Le micro e piccole imprese emiliano-romagnole, secondo il sondaggio condotto mostrano un forte impegno verso la sostenibilità. Il 79% delle aziende risponde positivamente riguardo alle azioni ambientali, mentre l’84% si impegna concretamente in iniziative sociali. Inoltre, il 20,8% delle imprese è interessato a partecipare a una Comunità Energetica Rinnovabile (CER).
In termini di investimenti, il 65,8% delle imprese prevede di investire nella formazione, il 54,3% nella digitalizzazione, il 51,8% in stabilità finanziaria, e il 38,9% in ricerca e sviluppo. Il 47,6% delle imprese dichiara di necessitare di supporto e formazione in tema di sostenibilità nei prossimi due anni.

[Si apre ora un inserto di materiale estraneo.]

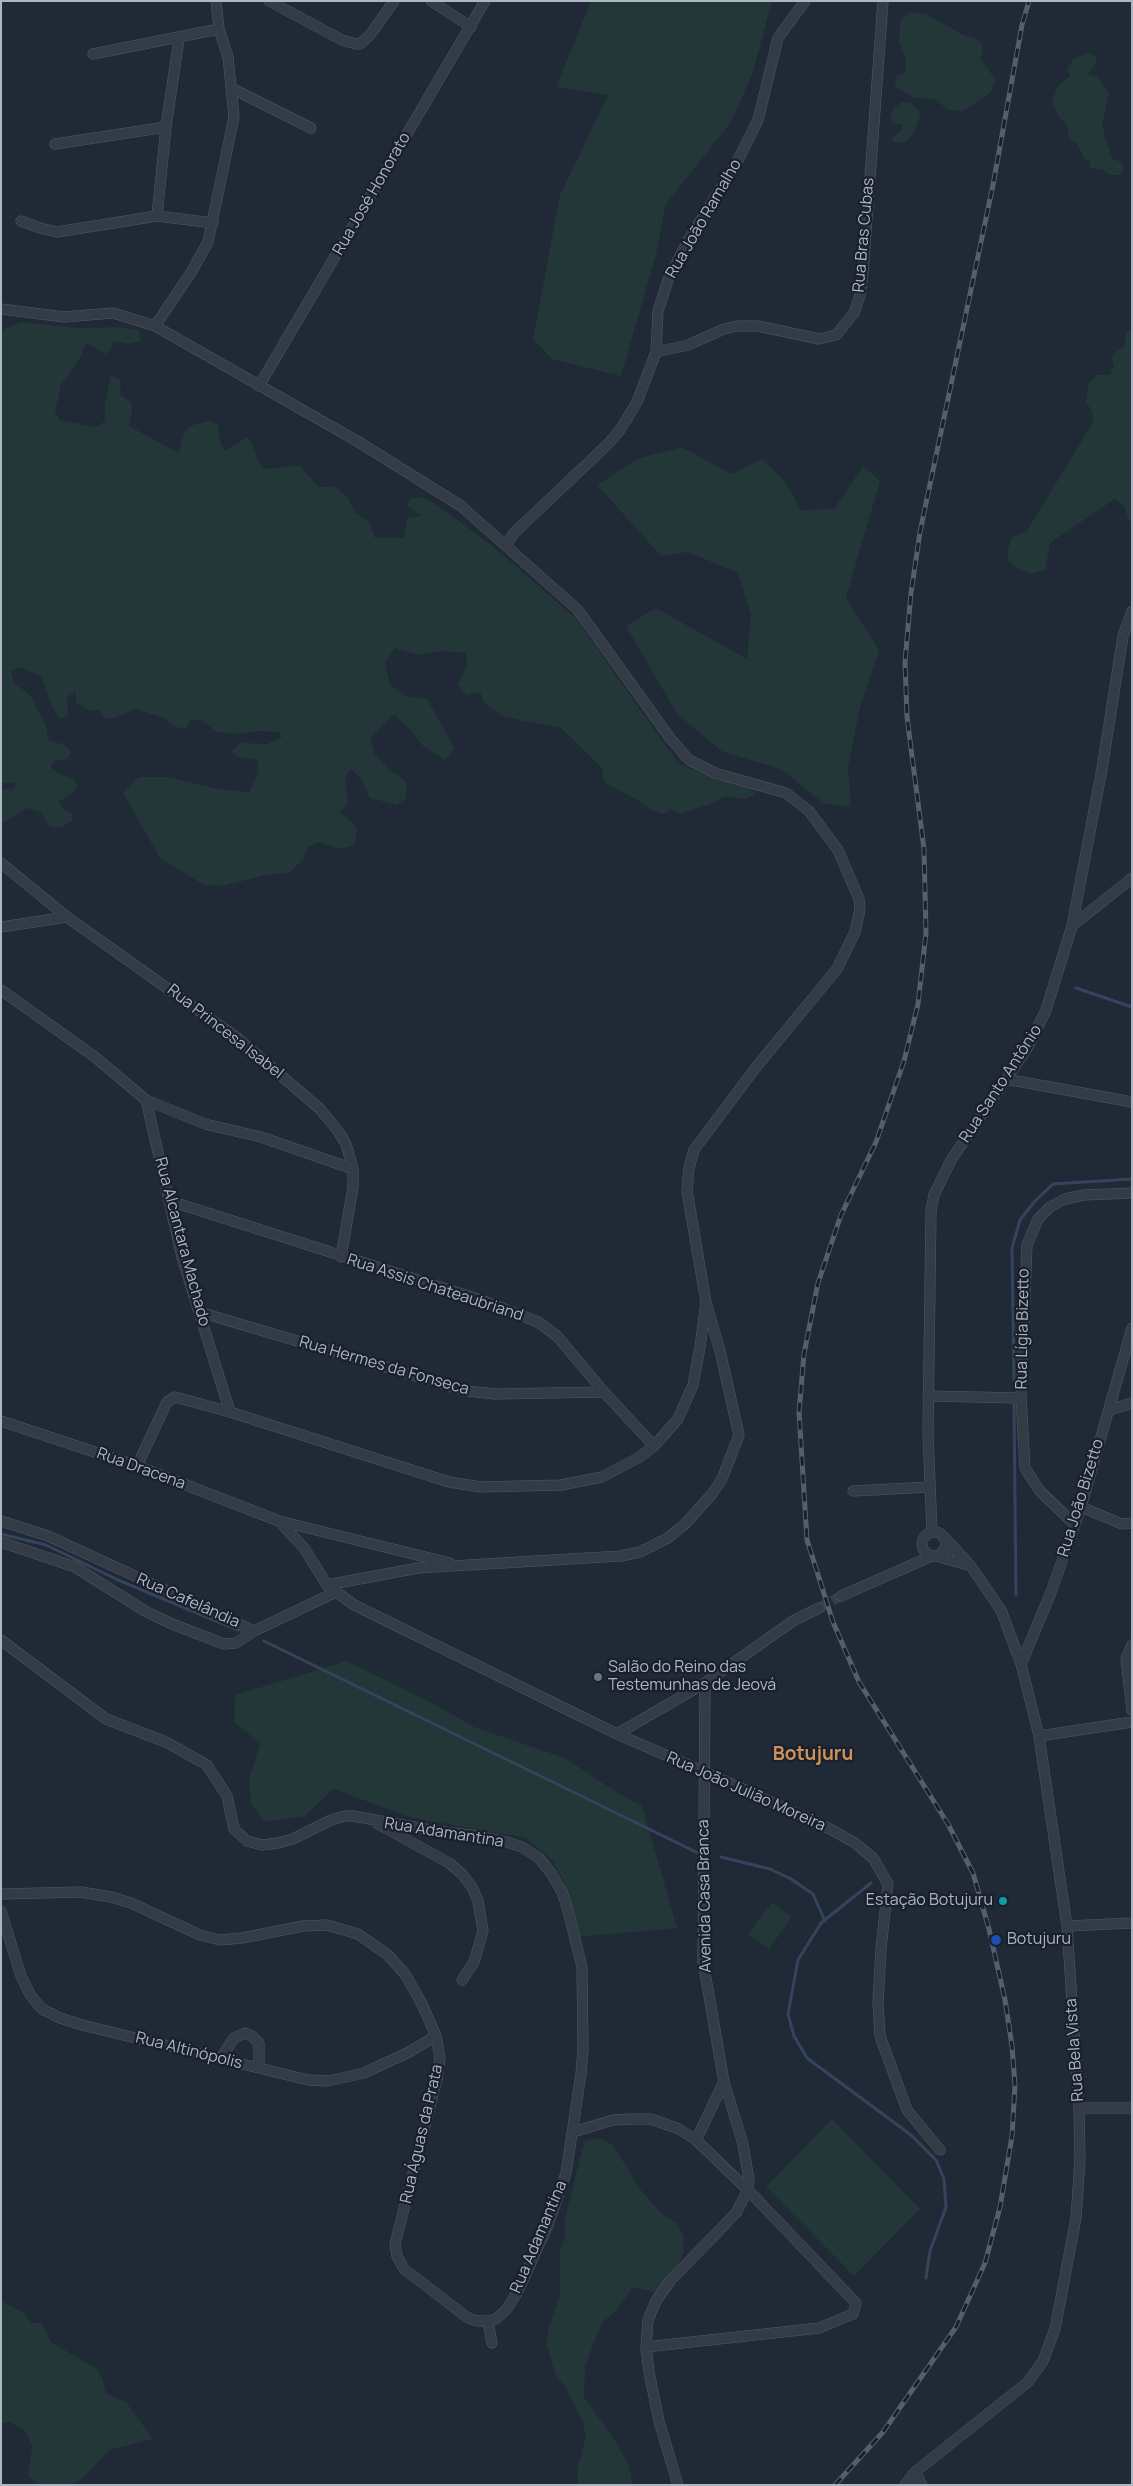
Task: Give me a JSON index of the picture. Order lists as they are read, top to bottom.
{
  "streets": {
    "street": [
      "Rua José Honorato",
      "Rua João Ramalho",
      "Rua Bras Cubas",
      "Rua Princesa Isabel",
      "Rua Santo Antônio",
      "Rua Alcantara Machado",
      "Rua Assis Chateaubriand",
      "Rua Lígia Bizetto",
      "Rua Hermes da Fonseca",
      "Rua Dracena",
      "Rua João Bizetto",
      "Rua Cafelândia",
      "Rua João Julião Moreira",
      "Rua Adamantina",
      "Avenida Casa Branca",
      "Rua Bela Vista",
      "Rua Altinópolis",
      "Rua Águas da Prata"
    ]
  },
  "crossings": [
    ["Rua João Ramalho", "Rua Bras Cubas"],
    ["Rua Princesa Isabel", "Rua Assis Chateaubriand"],
    ["Rua Santo Antônio", "Rua Bela Vista"],
    ["Rua Alcantara Machado", "Rua Assis Chateaubriand"],
    ["Rua Alcantara Machado", "Rua Hermes da Fonseca"],
    ["Rua Assis Chateaubriand", "Rua Hermes da Fonseca"],
    ["Rua Lígia Bizetto", "Rua João Bizetto"],
    ["Rua Dracena", "Rua João Julião Moreira"],
    ["Rua João Bizetto", "Rua Bela Vista"],
    ["Rua João Julião Moreira", "Avenida Casa Branca"],
    ["Rua Adamantina", "Rua Águas da Prata"],
    ["Rua Altinópolis", "Rua Águas da Prata"]
  ],
  "districts": ["Botujuru"],
  "places": ["Salão do Reino das Testemunhas de Jeová", "Estação Botujuru", "Botujuru"]
}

Per quanto riguarda gli investimenti concreti, il 34,8% delle imprese ha realizzato quanto previsto, mentre il 15,5% ha ridotto gli investimenti e il 16,8% li ha annullati o rimandati. Le principali spese del 2024 sono state l’acquisto di macchinari e beni strumentali (48,8%), l’acquisto di hardware e software (37,2%), lo sviluppo di e-commerce e canali digitali (22,6%) e investimenti in sicurezza informatica (24,5%).

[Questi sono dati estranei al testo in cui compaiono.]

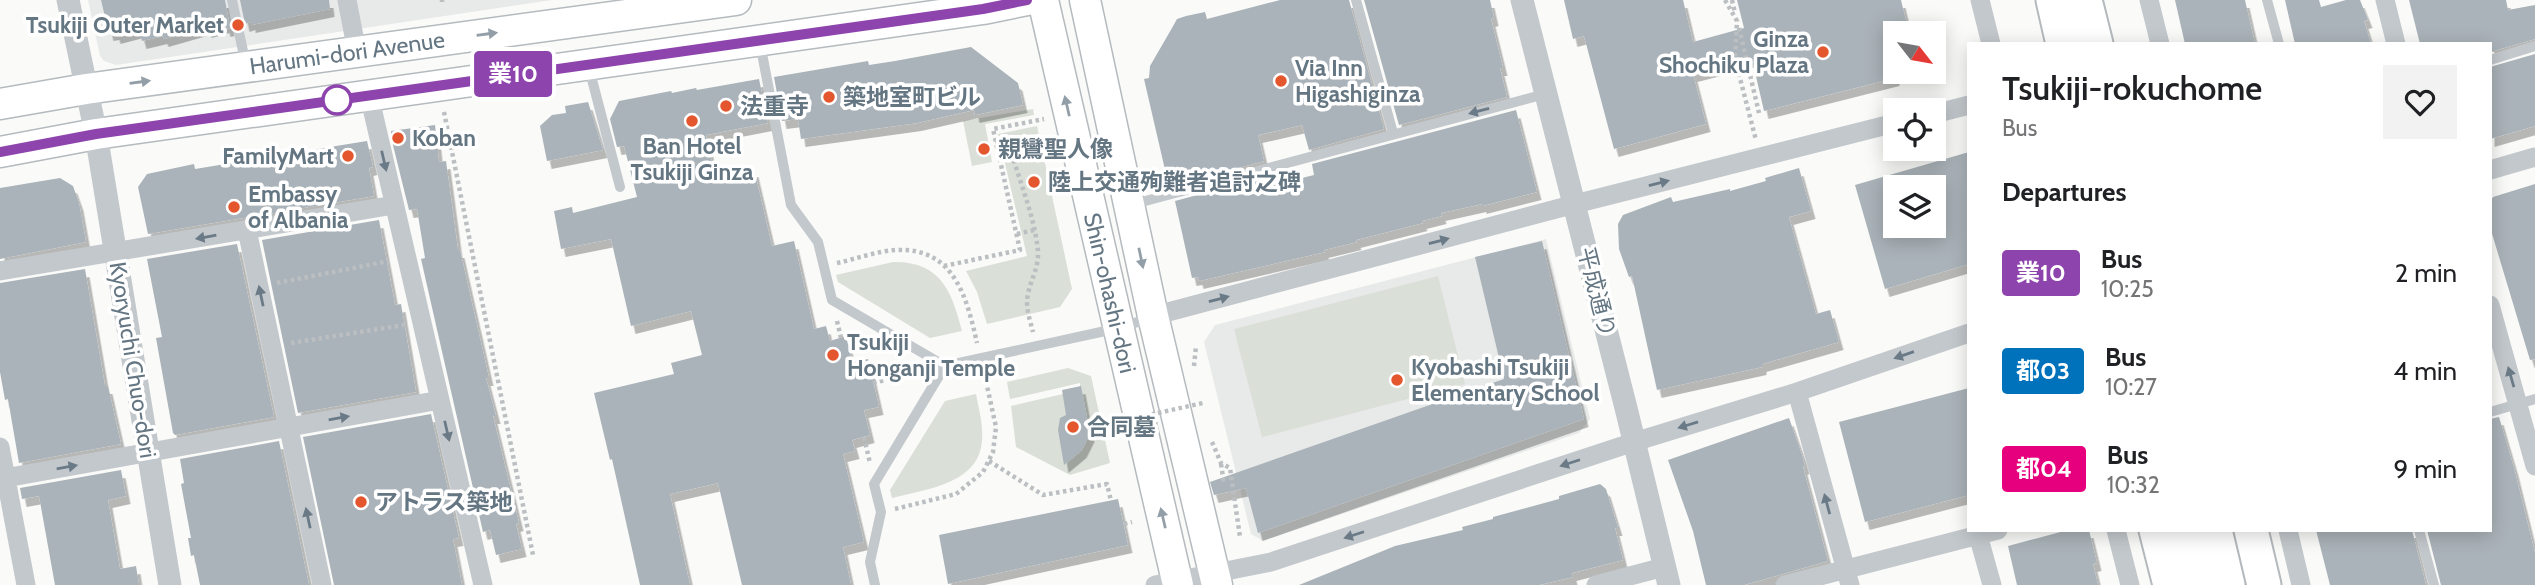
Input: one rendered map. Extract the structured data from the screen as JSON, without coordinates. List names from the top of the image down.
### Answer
{
  "streets": {
    "main road": ["Harumi-dori Avenue", "Shin-ohashi-dori"],
    "street": ["平成通り", "Kyoryuchi Chuo-dori"]
  },
  "crossings": [
    ["Harumi-dori Avenue", "Kyoryuchi Chuo-dori"]
  ],
  "places": [
    "Tsukiji Outer Market",
    "Ginza Shochiku Plaza",
    "Via Inn Higashiginza",
    "築地室町ビル",
    "法重寺",
    "Ban Hotel Tsukiji Ginza",
    "Koban",
    "親鸞聖人像",
    "FamilyMart",
    "陸上交通殉難者追討之碑",
    "Embassy of Albania",
    "Tsukiji Honganji Temple",
    "Kyobashi Tsukiji Elementary School",
    "合同墓",
    "アトラス築地"
  ],
  "lines": ["bus line 業10"],
  "north": "bottom right",
  "page": {
    "on_map": "業10",
    "heading": [
      ["Tsukiji-rokuchome", "Bus"],
      "Departures"
    ],
    "list": [
      {
        "mark": "業10",
        "name": "Bus",
        "note": "10:25",
        "value": "2 min"
      },
      {
        "mark": "都03",
        "name": "Bus",
        "note": "10:27",
        "value": "4 min"
      },
      {
        "mark": "都04",
        "name": "Bus",
        "note": "10:32",
        "value": "9 min"
      }
    ]
  }
}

“Annualmente – ha dichiarato il Segretario Generale di Lapam Confartigianato Modena e Reggio Emilia, Carlo Alberto Rossi – come associazione proponiamo questo sondaggio per capire il sentiment delle imprese associate: questo ci permette di avere linee guida per capire quali saranno le esigenze delle imprese nell’immediato futuro. È interessante notare come tante imprese abbiano deciso di investire in digitalizzazione e sostenibilità, due macro argomenti che sicuramente incideranno nel prossimo futuro sulla vita lavorativa. La digitalizzazione aiuta a velocizzare i processi e a proteggersi anche dagli attacchi in rete, purtroppo sempre in aumento. La sostenibilità, nei suoi tre criteri ESG, è un atto concreto verso il territorio e la comunità di appartenenza.”